«Meet the Feebles» cantaba la tele, «meet the feebles» coreaban un montón de bichejos de trapo un poco feúchos y desgarbados y, sin darte cuenta, te quedas frente a la pantalla como la niña de Poltergeist, con la certeza de poder ver mucho más colorido en mi aparato catódico que la pequeña Carol Anne.
Todo esto viene porque Jim Henson en sus años mozos decidió crear un espectáculo con animales humanizados que algún ser imaginativo decidió llamar aquí Los Teleñecos —The Muppets siempre ha sonado más a bayeta—. La rana Gustavo, la cerdita Peggy… un sinfín de muñecos que saltaban, gritaban y supuraban teatralidad para que centenares de niños (física o espiritualmente, lo mismo da) se sentaran frente al televisor para disfrutar de sus aventuras, ya fuera en series, apariciones especiales, adaptaciones de clásicos literarios o clips con el famoso de turno en la época exacta. Porque la vida de estas marionetas ha superado a su propio creador, y se sigue sangrando su existencia hasta la gran gamberrada del hijo de Henson, Brian, que ha llevado al mundo de los adultos un punto de obscenidad que en el material original se quedaba en ligero guiño para avispados, con la película ¿Quién está matando a los moñecos? —gracias David Broncano por enriquecer nuestro vocabulario—.

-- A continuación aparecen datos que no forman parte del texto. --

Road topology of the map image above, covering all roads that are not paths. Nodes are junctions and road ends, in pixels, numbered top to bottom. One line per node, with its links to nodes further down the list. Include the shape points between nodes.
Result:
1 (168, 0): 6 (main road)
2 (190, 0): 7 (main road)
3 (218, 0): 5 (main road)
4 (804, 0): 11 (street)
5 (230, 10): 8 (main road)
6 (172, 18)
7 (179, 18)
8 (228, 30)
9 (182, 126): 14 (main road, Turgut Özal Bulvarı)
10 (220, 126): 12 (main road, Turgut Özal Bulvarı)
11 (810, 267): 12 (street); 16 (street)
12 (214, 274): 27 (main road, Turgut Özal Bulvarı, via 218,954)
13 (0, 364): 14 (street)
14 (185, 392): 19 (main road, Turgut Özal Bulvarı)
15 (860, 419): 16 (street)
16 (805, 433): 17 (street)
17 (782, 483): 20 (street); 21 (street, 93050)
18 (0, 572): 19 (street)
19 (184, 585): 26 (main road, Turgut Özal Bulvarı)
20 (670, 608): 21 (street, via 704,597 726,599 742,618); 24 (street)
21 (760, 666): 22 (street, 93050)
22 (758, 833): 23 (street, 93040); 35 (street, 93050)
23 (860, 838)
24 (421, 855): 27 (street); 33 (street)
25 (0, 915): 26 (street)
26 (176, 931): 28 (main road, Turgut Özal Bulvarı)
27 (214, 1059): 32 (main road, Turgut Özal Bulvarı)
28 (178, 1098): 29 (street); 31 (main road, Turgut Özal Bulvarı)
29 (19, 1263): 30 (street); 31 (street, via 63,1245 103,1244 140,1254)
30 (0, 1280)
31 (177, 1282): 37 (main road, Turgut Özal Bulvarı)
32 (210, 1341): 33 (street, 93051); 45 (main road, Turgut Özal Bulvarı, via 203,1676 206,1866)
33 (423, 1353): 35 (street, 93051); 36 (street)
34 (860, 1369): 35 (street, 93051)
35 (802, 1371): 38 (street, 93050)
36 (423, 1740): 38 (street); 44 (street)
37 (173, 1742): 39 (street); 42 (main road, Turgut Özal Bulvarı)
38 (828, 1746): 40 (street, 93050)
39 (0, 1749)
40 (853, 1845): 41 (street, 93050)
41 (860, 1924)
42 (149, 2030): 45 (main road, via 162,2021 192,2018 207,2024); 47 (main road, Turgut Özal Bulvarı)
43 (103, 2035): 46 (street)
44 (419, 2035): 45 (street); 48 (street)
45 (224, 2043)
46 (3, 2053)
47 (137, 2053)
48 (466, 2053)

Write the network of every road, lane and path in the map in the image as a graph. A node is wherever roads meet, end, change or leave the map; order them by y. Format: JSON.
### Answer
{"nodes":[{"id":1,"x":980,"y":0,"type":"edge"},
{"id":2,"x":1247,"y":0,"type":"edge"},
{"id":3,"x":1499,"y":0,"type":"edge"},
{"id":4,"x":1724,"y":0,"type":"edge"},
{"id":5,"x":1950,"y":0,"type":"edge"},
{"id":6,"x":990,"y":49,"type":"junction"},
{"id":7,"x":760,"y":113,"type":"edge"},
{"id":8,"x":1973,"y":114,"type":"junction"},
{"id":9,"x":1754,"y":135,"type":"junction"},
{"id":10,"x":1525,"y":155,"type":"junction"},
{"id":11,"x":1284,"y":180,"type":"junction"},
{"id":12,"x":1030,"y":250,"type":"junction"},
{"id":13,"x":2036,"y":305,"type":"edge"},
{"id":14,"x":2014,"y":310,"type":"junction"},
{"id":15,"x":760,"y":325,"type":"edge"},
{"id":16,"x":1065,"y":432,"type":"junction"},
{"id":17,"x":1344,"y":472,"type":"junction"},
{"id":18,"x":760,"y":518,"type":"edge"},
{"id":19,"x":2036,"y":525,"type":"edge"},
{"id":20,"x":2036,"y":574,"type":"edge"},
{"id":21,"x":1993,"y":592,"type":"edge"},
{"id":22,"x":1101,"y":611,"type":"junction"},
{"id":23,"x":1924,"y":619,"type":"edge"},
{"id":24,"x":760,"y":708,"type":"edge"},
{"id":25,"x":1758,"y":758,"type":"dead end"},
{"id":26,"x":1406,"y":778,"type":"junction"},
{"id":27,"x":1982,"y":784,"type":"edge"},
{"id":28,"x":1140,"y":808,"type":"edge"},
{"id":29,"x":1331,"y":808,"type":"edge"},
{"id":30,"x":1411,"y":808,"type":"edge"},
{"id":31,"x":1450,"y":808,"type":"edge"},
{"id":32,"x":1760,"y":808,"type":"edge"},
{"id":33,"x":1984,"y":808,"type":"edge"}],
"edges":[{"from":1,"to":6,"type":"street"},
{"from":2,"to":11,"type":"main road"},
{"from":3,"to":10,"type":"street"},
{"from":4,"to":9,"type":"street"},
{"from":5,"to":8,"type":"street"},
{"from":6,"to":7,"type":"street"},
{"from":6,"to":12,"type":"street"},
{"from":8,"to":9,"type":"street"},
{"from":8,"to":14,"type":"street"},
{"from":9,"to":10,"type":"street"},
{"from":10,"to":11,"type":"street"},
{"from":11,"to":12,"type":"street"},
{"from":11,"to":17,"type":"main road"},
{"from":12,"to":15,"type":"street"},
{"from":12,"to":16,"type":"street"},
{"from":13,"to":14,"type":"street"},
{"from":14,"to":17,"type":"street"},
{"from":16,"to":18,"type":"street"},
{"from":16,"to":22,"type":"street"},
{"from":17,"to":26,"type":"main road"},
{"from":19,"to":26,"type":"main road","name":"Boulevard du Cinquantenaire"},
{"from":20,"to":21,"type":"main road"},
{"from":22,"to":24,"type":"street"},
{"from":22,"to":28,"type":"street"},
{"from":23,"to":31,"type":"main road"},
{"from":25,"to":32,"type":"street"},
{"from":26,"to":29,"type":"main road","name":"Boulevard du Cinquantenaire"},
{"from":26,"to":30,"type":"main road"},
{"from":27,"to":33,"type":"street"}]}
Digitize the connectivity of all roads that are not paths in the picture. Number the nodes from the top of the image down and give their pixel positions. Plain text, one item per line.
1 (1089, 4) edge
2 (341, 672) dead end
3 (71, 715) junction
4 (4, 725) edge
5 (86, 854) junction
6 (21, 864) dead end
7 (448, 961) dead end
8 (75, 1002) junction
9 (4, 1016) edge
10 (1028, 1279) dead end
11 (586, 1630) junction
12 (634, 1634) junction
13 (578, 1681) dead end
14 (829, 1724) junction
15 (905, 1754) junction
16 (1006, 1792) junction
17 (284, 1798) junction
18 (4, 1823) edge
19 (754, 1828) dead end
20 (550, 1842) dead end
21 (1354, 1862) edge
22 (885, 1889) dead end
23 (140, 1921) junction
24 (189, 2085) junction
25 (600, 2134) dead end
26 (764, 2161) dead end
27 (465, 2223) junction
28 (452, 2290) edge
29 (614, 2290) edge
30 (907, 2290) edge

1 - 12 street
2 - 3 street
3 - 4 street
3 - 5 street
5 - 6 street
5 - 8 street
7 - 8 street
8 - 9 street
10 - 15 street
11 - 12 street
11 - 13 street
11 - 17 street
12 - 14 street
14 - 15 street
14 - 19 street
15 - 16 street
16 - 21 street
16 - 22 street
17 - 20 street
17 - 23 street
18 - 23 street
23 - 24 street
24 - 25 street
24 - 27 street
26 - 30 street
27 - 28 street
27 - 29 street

Brian Henson lo vivió en directo, y ha querido hacer su propio homenaje al lado oscuro —que no al Cristal oscuro— de los muñecos fácilmente manejables con hilos. Pero vamos a lo interesante, a la cancioncita de «Meet the Feebles» que sigue sonando en mi cabeza. Porque Peter Jackson fue uno de los niños que, palomitas en mano, pantalones cortos y ojos saltones, se sentaba en el suelo para ver una nueva aventura de los Muppets desde su casa en Nueva Zelanda, y tal fue el impacto memorial que su segunda película fue la canallada El delirante mundo de los Feebles, la parodia definitiva que disparaba contra todo y contra todos gracias a los amigables, peligrosos y sucios componentes de la compañía teatral de variedades Feebles, dirigida por un tal Bletch con forma de morsa.
Original es una palabra que se queda corta para lo que recreó Jackson en la que ya es una película de culto, donde con una primera canción para presentar personajes ya se puede ver el pie del que cojea cada animalucho colorista presente en el escenario y aún así, nuestra imaginación se queda corta para comprender en ese pequeño acto toda la depravación que se nos viene encima.
La película pone en primera línea una espectacular crítica hacia el mundo del show business (lo que hizo Verhoeven en Showgirls, aunque cada vez le tenga un ligero mayor aprecio, sinceramente se queda corto), con promotores despiadados, actores con claros problemas de autocontrol (ya sean psicóticos, maniáticos, morbosos o llorones), claras intenciones de pisar cabezas para llegar más lejos, estrellitis aguda, drogas, sexo ocasional, sexo ocupacional, sexo cochino, sexo pornográfico… todo vale para enfangar a la farándula, teniendo en cuenta que la elección de los personajes no podía ser más obvia —y gratificante—, a cada animal su homólogo comportamiento humano. Las marionetas originales son un cómputo de gracia, color y belleza que se pierde en los Feebles, todos con colores apagados, embrutecidos, de vestimentas excesivas. Una adaptación al ‹underground› a la que no le falta un solo detalle.
Jackson no solo quiso homenajear el mundo de las marionetas, y en el trasiego tras bambalinas encontramos todo tipo de referencias a cualquier género cinematográfico imaginable, desde el musical (como obvio) pasando por el cine negro, el drama, el romance rosa (y el peliagudo), el bélico, como otros de un rango más z del estilo del gore o incluso el porno; solo algunos ejemplos de lo que ofrece el espectáculo, llegando a rememorar algunas escenas de cine de las que se quedan abotargadas en la retina, como el mítico Marlon Brando de Apocalypse Now mezclado con El cazador.
La jugada es sucia y enfermiza, arrancando alguna fuerte diversión por el camino, mientras seguimos a la diva venida a menos Heidi y sus enemigos por un mundo en el que todo parece que va a estallar por los aires, y cuando lo hace, la sorpresa es incluso mayor de lo que se esperaba. Alguien estará matando a los ‹moñecos›, pero igual la policía debería interrogar primero a Peter Jackson, que a finales de los ochenta la lió a lo grande sin el permiso de nadie, en contraposición a ¿Quién engañó a Roger Rabbit? que a su lado parece una película blanquísima y familiar. Hay que apostar por lo oscuro de vez en cuando, aunque sea aniquilando todo concepto infantiloide de nuestras cabezas.